*Record set*
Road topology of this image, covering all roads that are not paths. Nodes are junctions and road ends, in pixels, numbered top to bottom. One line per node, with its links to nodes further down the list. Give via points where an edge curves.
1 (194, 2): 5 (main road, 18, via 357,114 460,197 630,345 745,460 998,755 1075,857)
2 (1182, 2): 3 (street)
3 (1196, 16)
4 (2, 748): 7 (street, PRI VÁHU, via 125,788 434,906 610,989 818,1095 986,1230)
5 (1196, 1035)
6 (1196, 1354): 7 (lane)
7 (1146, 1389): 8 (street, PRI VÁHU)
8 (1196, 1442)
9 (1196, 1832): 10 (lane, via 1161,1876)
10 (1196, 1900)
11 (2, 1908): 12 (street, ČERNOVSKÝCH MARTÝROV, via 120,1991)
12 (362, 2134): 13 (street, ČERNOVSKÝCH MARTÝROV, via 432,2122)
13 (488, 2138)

*Prompt*
Retype the entire listing without altering anything.

*Response to the task*
Road topology of this image, covering all roads that are not paths. Nodes are junctions and road ends, in pixels, numbered top to bottom. One line per node, with its links to nodes further down the list. Give via points where an edge curves.
1 (194, 2): 5 (main road, 18, via 357,114 460,197 630,345 745,460 998,755 1075,857)
2 (1182, 2): 3 (street)
3 (1196, 16)
4 (2, 748): 7 (street, PRI VÁHU, via 125,788 434,906 610,989 818,1095 986,1230)
5 (1196, 1035)
6 (1196, 1354): 7 (lane)
7 (1146, 1389): 8 (street, PRI VÁHU)
8 (1196, 1442)
9 (1196, 1832): 10 (lane, via 1161,1876)
10 (1196, 1900)
11 (2, 1908): 12 (street, ČERNOVSKÝCH MARTÝROV, via 120,1991)
12 (362, 2134): 13 (street, ČERNOVSKÝCH MARTÝROV, via 432,2122)
13 (488, 2138)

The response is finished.